What Happens After The Storm Hit Stock Markets, According To Experts
(Kitco News) - The Mines & Money Conference in Toronto happened during a tumultuous time for the markets. The theme of discussion inevitably revolved around the nosedive that equities took the week before the conference, when the S&P 500 plummeted 7% between October 3rd and 11th and gold reacted by rallying 4% from October 9th to the 16th.
Gold has since stayed near the $1,220 to $1,230 an ounce range and is now trading at 3-month highs, having closed above its 100-day moving average on Wednesday for the first time since April.
Despite gold’s strong response to fear and volatility this month, sentiment from the experts at the conference was a mixed bag, with some saying that gold’s price movement of late was only reactionary to the stock markets’ temporary setback. Others, remained more constructive on gold.
The consensus, however, was that regardless of where equities are headed, gold has already seen the bottom earlier this year.
Here is a selection of the most vocal commentators we interviewed.
There Won’t Be A Better Buying Opportunity For 10 Years
This mining CEO had a strong buy conviction for mining stocks, owing to the relatively low valuations.
“The opportunity in gold exploration, or gold companies in general, to buy them or invest in them in this low point, will never be seen for another decade,” said Ivan Bebek, executive chairman of Auryn Resources.
He added that mining stocks are at a point of the cycle that should see prices return to the upside over the next six to 12 months.
$1,200 Gold Was The Bottom; Now We’re Looking At More Upside
Alain Corbani hates being asked to give price forecasts. “I hate this question,” the head of commodities at Finance SA said to Kitco’s Daniela Cambone when she asked him for gold’s next price target.
Not to leave us hanging, Cobani did drop “hints” at gold’s future levels.
“At $1,200, gold mines are breaking even, so $1,200 is the bottom. That’s the first answer I can give you. The second one is that usually the cycle peaks when the net margins of the industry exceed 25%,” he said.
Corbani said that real interest rates in the U.S. will remain low and the dollar will weaken, and these two forces should provide tailwinds for gold.
We Could Be Seeing Another “2008”
The next equities correction could be on the scale of the last recession, said David Stein, managing partner of Aerecura Capital.
The good news for now is that we are not yet in bear market territory. “If you look at the longer term U.S. equities charts, they haven’t quite broken down yet, but they’re getting close,” Stein said.
Stein added that valuations in equities are overstretched and this problem is compounded by an overcrowding of passively managed funds that when managed by a computer algorithm, could cause “quite a panic” when their models turn negative.

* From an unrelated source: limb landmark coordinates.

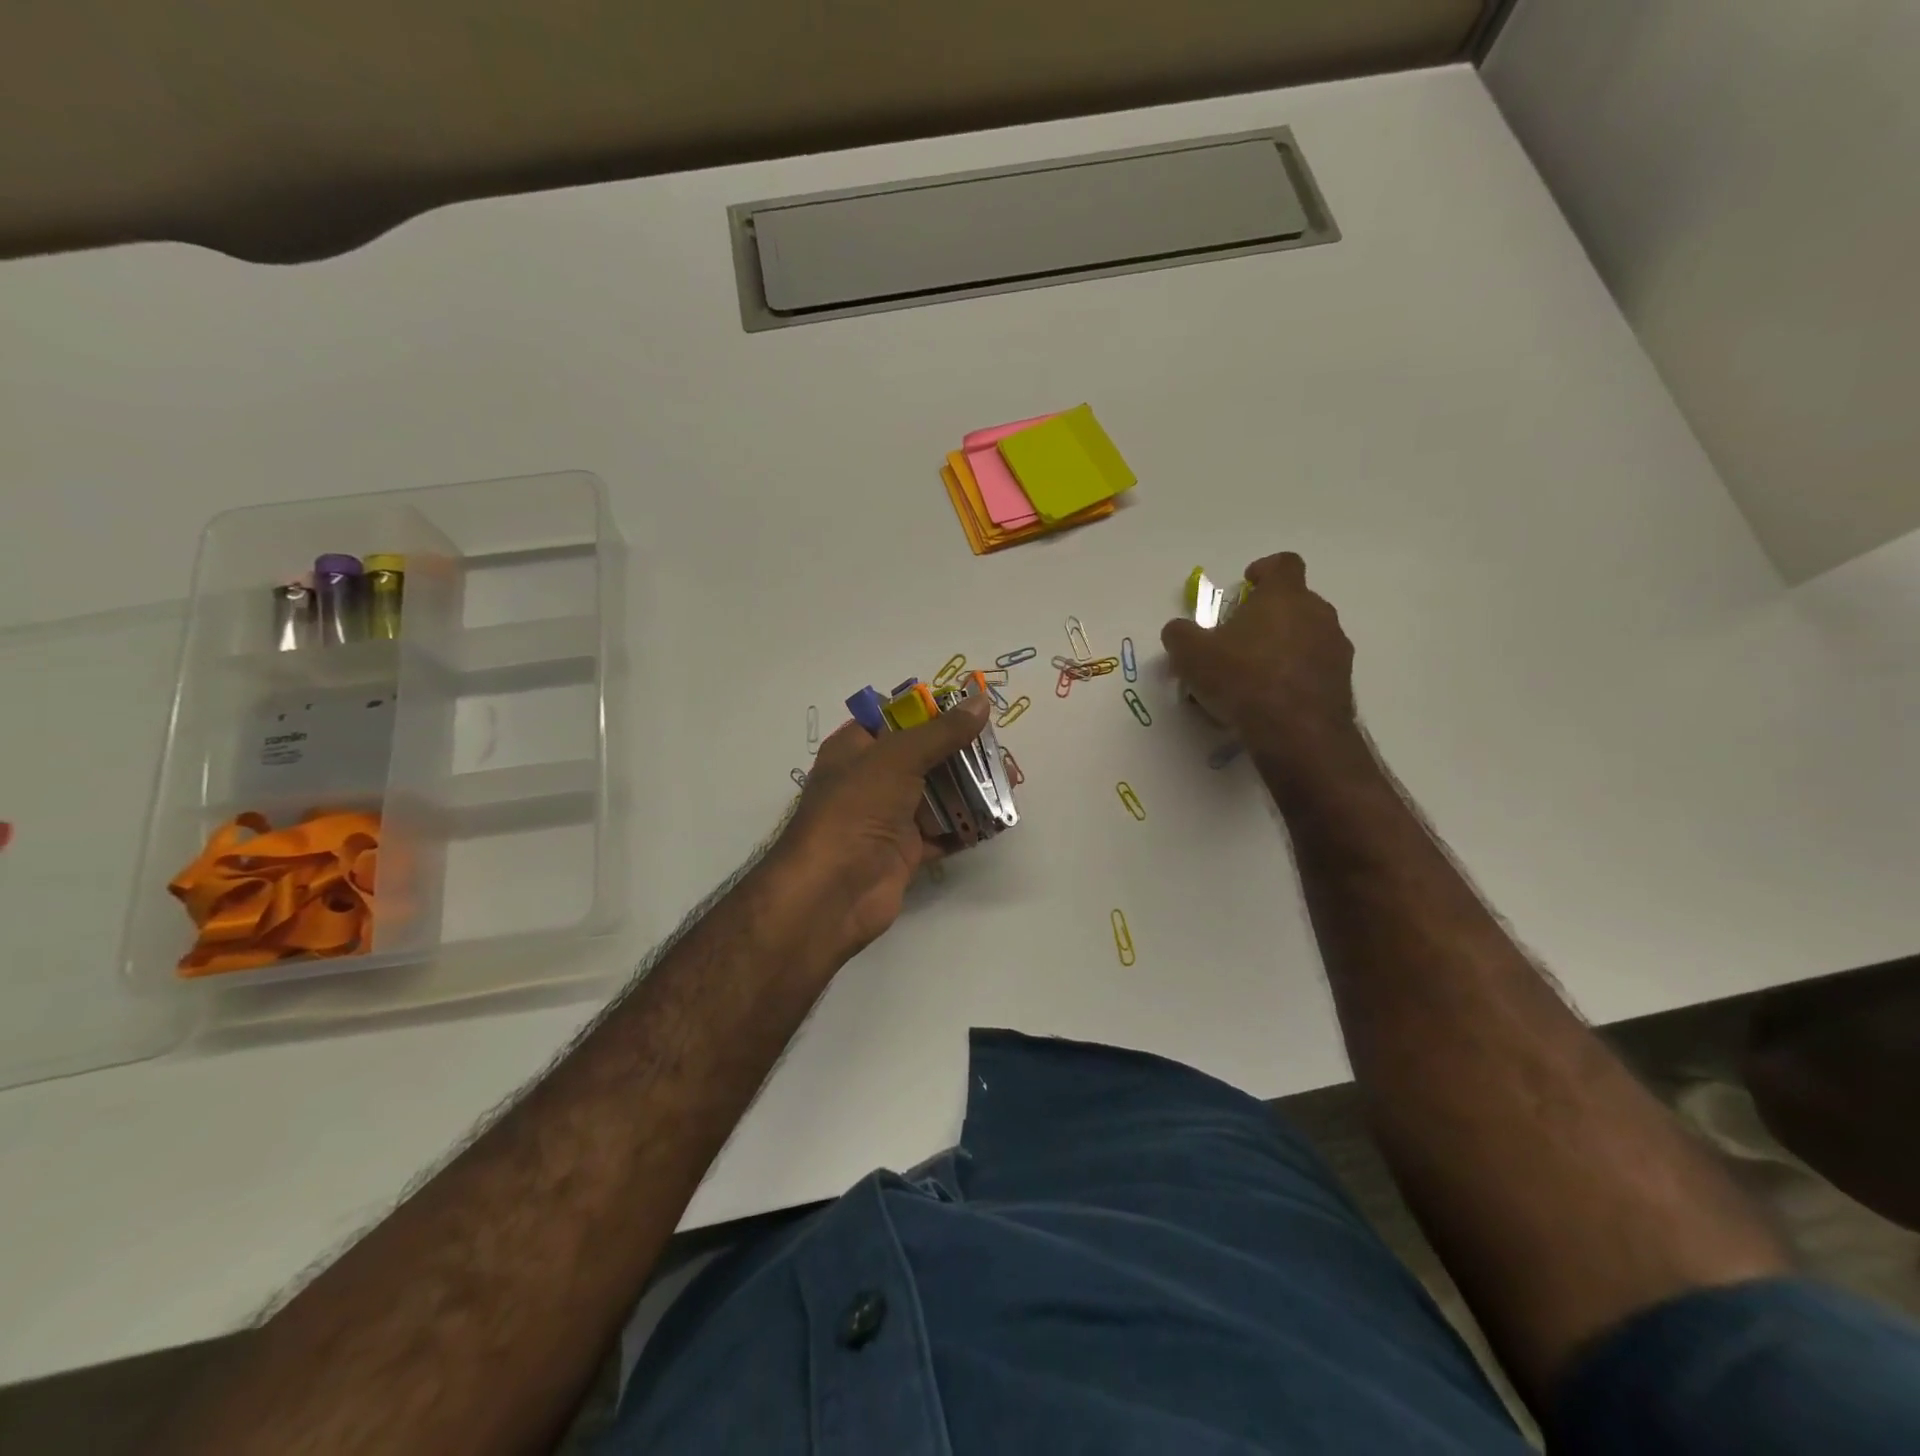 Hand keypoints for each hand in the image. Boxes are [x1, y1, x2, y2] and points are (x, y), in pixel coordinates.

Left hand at [768, 694, 990, 958]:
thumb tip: (980, 701)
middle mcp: (871, 779)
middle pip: (924, 756)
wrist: (833, 891)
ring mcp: (889, 817)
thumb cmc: (856, 809)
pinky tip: (998, 819)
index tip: (971, 710)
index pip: (896, 719)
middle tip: (1002, 751)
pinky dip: (967, 826)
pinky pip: (943, 832)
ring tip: (1011, 781)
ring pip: (937, 794)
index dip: (931, 712)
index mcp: (856, 748)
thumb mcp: (897, 758)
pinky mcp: (906, 851)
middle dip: (962, 753)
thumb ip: (941, 731)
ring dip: (971, 788)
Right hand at [1161, 552, 1361, 774]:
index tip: (1247, 584)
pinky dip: (1294, 676)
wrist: (1296, 732)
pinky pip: (1314, 669)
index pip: (1283, 564)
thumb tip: (1178, 630)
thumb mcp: (1191, 655)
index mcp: (1284, 596)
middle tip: (1238, 638)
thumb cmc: (1243, 678)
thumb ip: (1180, 635)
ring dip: (1283, 647)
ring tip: (1252, 676)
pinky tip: (1270, 700)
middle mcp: (1318, 614)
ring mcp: (1335, 649)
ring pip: (1307, 636)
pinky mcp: (1342, 682)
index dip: (1265, 569)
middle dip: (1268, 615)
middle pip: (1295, 602)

An Ounce Of Gold Has Always Cost The Same As A Suit
Investors should still heed the age-old investment practice of holding gold long-term to preserve wealth, according to Ani Markova, vice-president and portfolio manager of AGF Investments.
Markova proved this point by comparing the historical price growth of gold and its equivalence in one ounce terms to the price growth of men’s suits.
“If you wanted to buy a men’s suit back in the 1930s, you probably would have paid about $16.95 for a good quality suit and you throw in pair of shoes for $3.25, which is about $20, and that was roughly the cost of one ounce of gold in the beginning of the ‘30s,” Markova said. “If I look today, at U.S. dollar terms, we are at about $1,200 U.S. and if you walk into Harren Rosen suit for about that.”
She said that practically speaking, gold is an asset class that investors need to diversify their portfolios with, especially when volatility hits equities markets.
Gold’s Breakout Performance Isn’t “Real”
The rally we’ve seen in gold is only temporary, and equities, along with the U.S. dollar, are expected to climb higher still, said Andrew Cosgrove, global head of metals and mining research at Bloomberg Intelligence.
“I don’t think this is the real breakout. I don’t think this is 'the' [equity] selloff. I do think the dollar has more upside. Because of those two main reasons, I don’t think this is the real breakout, but I do think it’s definitely carving out a good base,” he said.
On consolidation in the mining sector, Cosgrove said that he expects more mergers and acquisitions to take place.
“People need to replenish their production profiles, their asset bases are certainly depleting in some cases, and the production trend even for gold companies is negative over the next 3 to 4 years, the bit cap miners’ is flat, maybe slightly higher. So, if investors want a little bit of growth, they’re definitely going to have to look to M&A to fund it,” he said.
Gold Is Facing A Serious Supply Crunch
Long-term gold’s demand-supply fundamentals could push prices to the upside, said Warren Irwin, president and CIO of Rosseau Asset Management“We are not finding the gold we’re mining,” Irwin told Kitco News.
“We are not finding gold. We’re mining it faster than we could ever find it, so on a supply and demand fundamentals basis, things are looking good,” he said.